ACTION ITEM: Among the records below, find each line that includes the string "Ricardo" and copy it.

◆ ◆ ◆ ◆ ◆

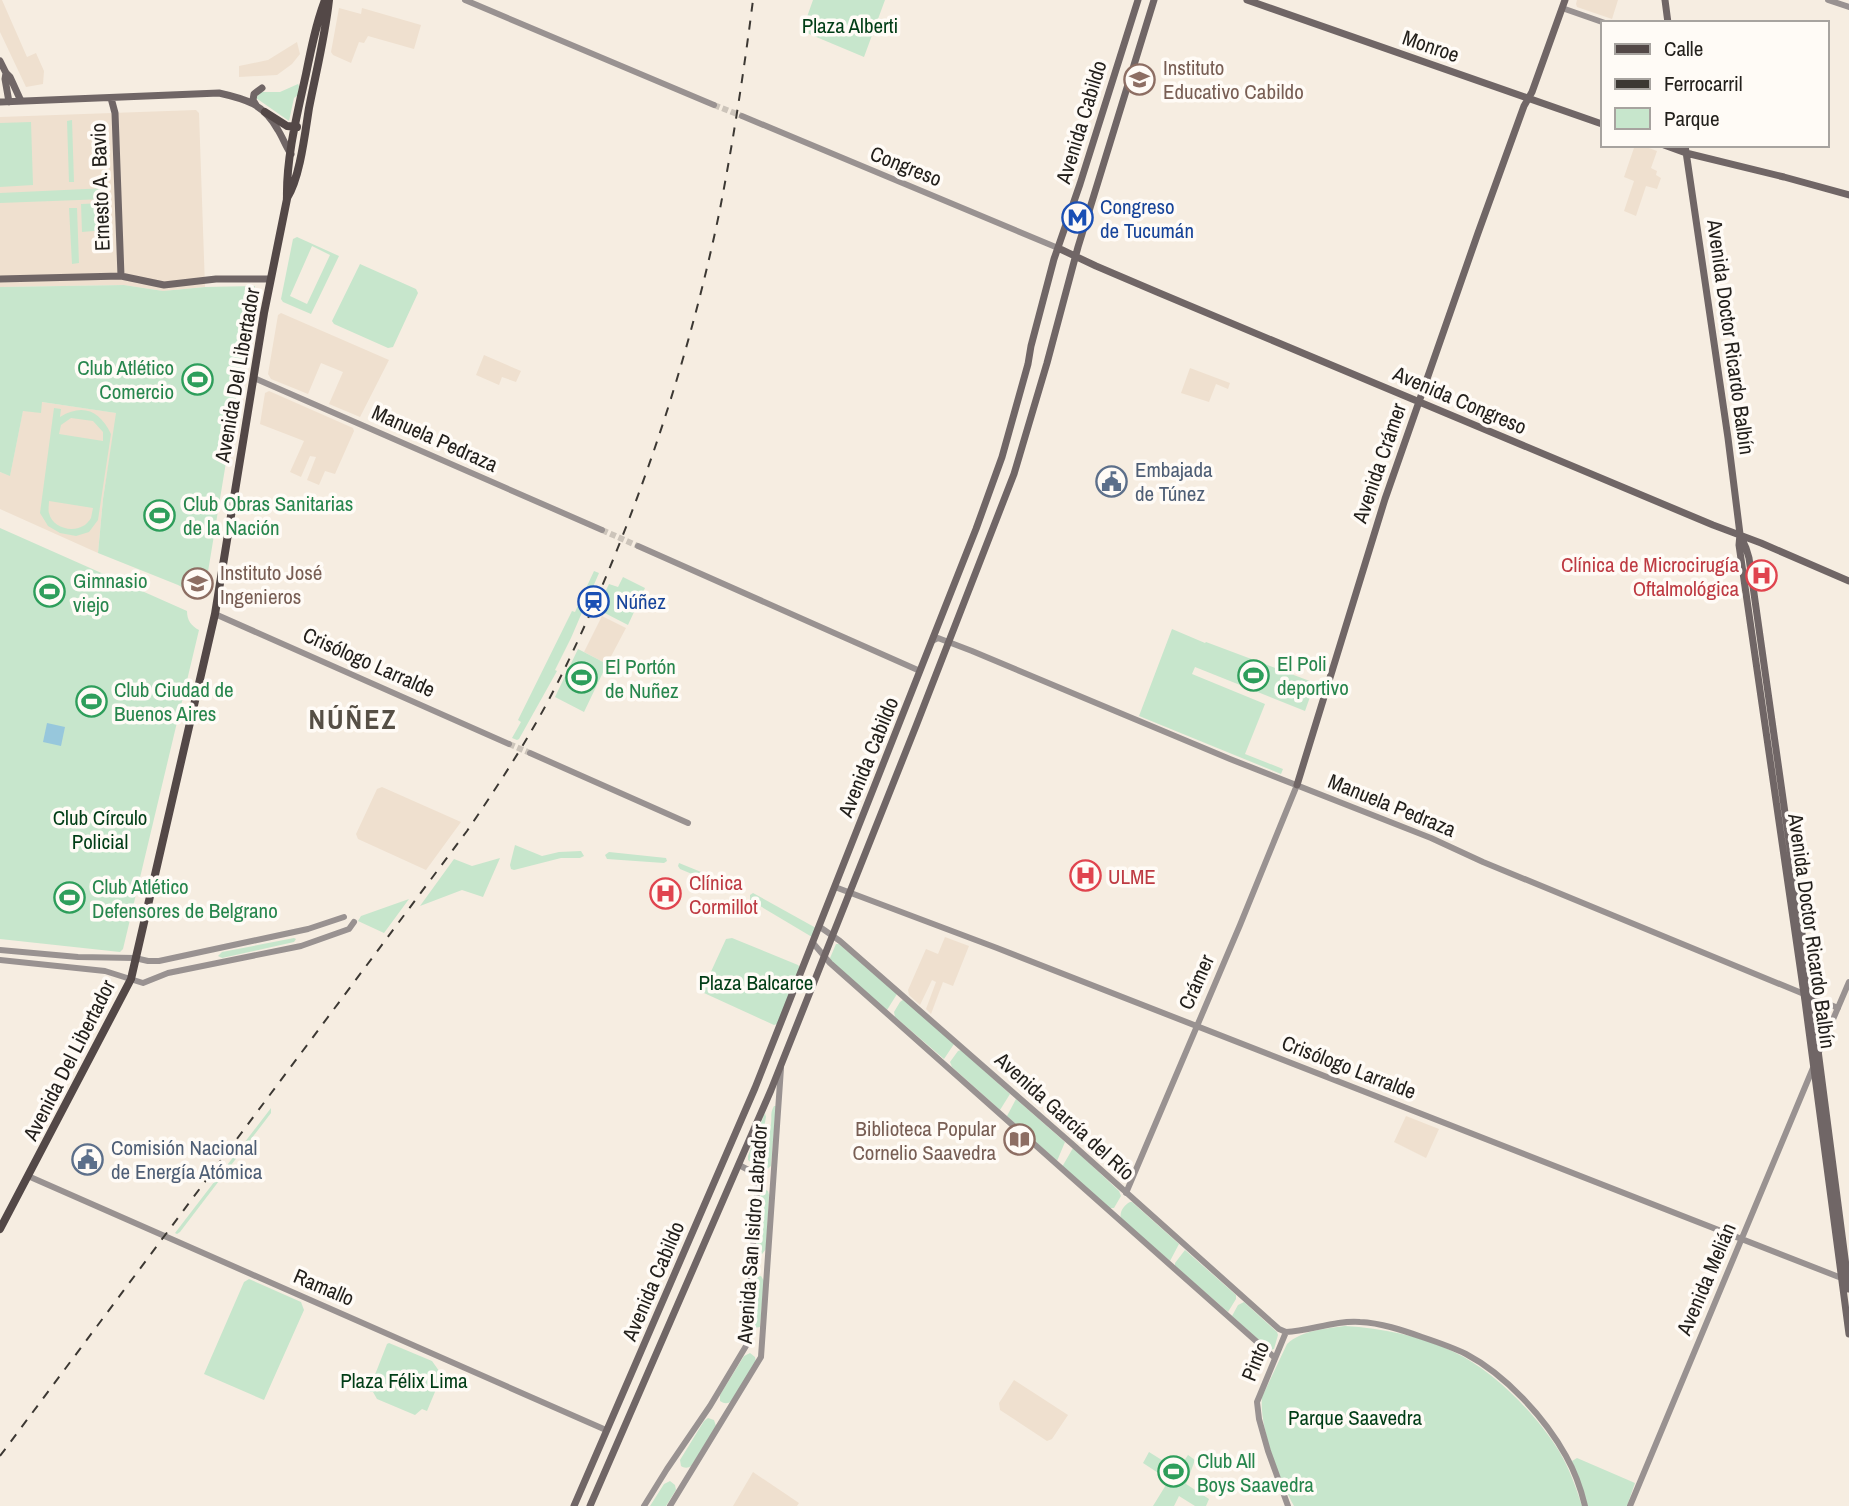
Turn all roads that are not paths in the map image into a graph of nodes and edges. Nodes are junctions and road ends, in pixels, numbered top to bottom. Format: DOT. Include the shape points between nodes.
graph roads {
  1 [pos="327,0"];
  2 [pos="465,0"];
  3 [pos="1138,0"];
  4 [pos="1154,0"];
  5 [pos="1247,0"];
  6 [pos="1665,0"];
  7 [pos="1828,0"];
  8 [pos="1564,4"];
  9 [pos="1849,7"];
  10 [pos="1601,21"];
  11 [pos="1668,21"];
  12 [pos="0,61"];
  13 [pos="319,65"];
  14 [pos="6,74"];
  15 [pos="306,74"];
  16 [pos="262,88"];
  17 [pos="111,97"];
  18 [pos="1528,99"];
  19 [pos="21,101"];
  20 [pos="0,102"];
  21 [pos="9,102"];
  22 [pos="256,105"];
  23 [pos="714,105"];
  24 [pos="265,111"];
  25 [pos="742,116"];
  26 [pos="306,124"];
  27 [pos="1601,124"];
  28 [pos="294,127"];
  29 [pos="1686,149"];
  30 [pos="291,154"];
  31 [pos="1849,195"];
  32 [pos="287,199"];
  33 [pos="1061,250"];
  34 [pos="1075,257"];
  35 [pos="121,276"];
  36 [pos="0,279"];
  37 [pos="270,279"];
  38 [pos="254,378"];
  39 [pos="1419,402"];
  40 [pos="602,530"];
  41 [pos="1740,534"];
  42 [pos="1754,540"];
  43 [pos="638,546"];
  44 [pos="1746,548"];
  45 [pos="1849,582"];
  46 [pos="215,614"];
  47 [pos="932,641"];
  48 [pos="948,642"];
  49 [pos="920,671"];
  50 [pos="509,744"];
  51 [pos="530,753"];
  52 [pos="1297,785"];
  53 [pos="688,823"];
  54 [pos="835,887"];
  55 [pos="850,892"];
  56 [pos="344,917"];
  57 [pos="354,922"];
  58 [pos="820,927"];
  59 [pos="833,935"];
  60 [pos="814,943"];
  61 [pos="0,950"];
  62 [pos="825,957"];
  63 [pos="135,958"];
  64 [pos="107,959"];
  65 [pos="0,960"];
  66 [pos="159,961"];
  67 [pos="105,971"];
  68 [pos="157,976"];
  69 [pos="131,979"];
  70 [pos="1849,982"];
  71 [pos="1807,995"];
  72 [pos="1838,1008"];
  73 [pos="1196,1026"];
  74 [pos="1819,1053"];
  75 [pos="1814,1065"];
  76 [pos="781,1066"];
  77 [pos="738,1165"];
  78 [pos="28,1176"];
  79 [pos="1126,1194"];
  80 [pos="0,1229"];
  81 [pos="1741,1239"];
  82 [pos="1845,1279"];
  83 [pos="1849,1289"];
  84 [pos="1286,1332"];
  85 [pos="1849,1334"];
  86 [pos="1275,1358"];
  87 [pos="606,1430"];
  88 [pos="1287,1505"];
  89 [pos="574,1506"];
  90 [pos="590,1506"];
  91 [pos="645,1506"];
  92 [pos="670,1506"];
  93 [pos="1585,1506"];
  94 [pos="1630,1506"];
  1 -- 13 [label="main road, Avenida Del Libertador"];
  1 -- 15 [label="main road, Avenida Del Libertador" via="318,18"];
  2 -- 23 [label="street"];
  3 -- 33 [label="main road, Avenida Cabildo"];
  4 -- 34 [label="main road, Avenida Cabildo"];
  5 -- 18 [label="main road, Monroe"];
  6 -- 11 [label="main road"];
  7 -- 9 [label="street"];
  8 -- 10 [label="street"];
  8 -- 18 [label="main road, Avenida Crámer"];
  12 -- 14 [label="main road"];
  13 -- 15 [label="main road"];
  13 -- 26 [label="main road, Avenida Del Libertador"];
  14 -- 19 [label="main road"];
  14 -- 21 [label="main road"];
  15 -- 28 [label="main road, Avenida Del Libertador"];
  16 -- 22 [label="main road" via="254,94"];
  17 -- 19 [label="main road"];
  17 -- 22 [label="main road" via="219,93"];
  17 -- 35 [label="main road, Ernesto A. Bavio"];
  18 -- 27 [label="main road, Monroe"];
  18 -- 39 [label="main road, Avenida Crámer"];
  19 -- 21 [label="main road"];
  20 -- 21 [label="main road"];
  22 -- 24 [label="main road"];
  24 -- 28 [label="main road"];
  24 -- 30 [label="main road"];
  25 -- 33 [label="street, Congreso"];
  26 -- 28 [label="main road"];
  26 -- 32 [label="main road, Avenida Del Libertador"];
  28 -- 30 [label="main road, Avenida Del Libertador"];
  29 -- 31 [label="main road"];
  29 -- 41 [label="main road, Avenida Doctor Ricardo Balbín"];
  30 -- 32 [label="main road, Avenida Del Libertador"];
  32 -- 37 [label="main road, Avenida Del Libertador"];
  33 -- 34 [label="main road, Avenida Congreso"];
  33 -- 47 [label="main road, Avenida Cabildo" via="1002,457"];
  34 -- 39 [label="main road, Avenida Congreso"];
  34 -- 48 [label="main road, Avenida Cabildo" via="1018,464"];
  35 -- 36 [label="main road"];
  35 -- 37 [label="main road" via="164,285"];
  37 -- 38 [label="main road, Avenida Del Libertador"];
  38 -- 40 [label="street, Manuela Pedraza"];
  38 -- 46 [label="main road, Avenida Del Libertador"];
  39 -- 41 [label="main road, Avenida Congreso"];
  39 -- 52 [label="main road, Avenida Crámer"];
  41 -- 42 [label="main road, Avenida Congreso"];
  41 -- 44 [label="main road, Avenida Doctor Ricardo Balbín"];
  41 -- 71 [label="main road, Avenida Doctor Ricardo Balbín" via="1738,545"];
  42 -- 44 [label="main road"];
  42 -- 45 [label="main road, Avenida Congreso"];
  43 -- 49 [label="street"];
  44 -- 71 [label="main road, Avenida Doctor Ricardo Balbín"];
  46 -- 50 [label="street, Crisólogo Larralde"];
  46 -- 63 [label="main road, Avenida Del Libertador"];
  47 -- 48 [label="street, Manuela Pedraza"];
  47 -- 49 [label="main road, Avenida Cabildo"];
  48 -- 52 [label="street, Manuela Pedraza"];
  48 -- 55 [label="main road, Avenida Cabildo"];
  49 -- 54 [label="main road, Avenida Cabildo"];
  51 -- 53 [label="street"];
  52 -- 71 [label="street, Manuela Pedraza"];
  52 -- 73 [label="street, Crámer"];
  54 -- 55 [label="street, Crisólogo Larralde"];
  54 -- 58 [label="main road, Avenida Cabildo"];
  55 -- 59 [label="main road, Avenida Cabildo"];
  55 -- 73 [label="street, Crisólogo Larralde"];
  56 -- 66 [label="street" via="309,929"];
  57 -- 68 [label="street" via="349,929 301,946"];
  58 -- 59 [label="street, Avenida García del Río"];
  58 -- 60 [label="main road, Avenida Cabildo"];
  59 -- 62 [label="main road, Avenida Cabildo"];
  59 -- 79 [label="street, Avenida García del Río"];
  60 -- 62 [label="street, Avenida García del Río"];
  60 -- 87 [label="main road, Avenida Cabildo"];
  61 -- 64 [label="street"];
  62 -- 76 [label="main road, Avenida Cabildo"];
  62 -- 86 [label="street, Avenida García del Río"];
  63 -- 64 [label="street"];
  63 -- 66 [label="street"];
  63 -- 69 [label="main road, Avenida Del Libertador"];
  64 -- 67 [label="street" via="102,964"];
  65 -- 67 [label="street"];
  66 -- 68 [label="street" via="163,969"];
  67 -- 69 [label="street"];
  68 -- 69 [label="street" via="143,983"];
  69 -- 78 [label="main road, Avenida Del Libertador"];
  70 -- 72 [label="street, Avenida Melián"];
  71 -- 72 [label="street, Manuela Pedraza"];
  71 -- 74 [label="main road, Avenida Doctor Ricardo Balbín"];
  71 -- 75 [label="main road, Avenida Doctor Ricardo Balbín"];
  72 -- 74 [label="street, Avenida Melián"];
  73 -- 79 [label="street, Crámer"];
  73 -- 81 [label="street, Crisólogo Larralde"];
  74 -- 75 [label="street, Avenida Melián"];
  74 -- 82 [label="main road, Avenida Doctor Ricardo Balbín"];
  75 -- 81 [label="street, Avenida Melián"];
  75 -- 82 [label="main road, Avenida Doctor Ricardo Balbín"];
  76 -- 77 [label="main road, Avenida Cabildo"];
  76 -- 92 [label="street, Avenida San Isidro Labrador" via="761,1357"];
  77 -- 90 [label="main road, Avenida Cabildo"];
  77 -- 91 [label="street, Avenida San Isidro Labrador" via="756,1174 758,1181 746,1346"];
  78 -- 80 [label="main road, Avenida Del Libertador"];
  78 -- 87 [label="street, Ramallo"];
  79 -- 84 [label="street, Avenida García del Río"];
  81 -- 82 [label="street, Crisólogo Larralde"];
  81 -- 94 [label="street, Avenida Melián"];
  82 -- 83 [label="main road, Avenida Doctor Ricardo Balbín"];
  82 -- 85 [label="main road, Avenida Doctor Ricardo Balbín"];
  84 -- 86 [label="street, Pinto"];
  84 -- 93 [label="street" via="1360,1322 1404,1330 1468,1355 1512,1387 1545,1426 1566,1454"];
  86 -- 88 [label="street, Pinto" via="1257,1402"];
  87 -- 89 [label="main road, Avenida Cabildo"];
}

◆ ◆ ◆ ◆ ◆

WRITTEN REPLY:
  29 -- 41 [label="main road, Avenida Doctor Ricardo Balbín"];
  41 -- 44 [label="main road, Avenida Doctor Ricardo Balbín"];
  41 -- 71 [label="main road, Avenida Doctor Ricardo Balbín" via="1738,545"];
  44 -- 71 [label="main road, Avenida Doctor Ricardo Balbín"];
  71 -- 74 [label="main road, Avenida Doctor Ricardo Balbín"];
  71 -- 75 [label="main road, Avenida Doctor Ricardo Balbín"];
  74 -- 82 [label="main road, Avenida Doctor Ricardo Balbín"];
  75 -- 82 [label="main road, Avenida Doctor Ricardo Balbín"];
  82 -- 83 [label="main road, Avenida Doctor Ricardo Balbín"];
  82 -- 85 [label="main road, Avenida Doctor Ricardo Balbín"];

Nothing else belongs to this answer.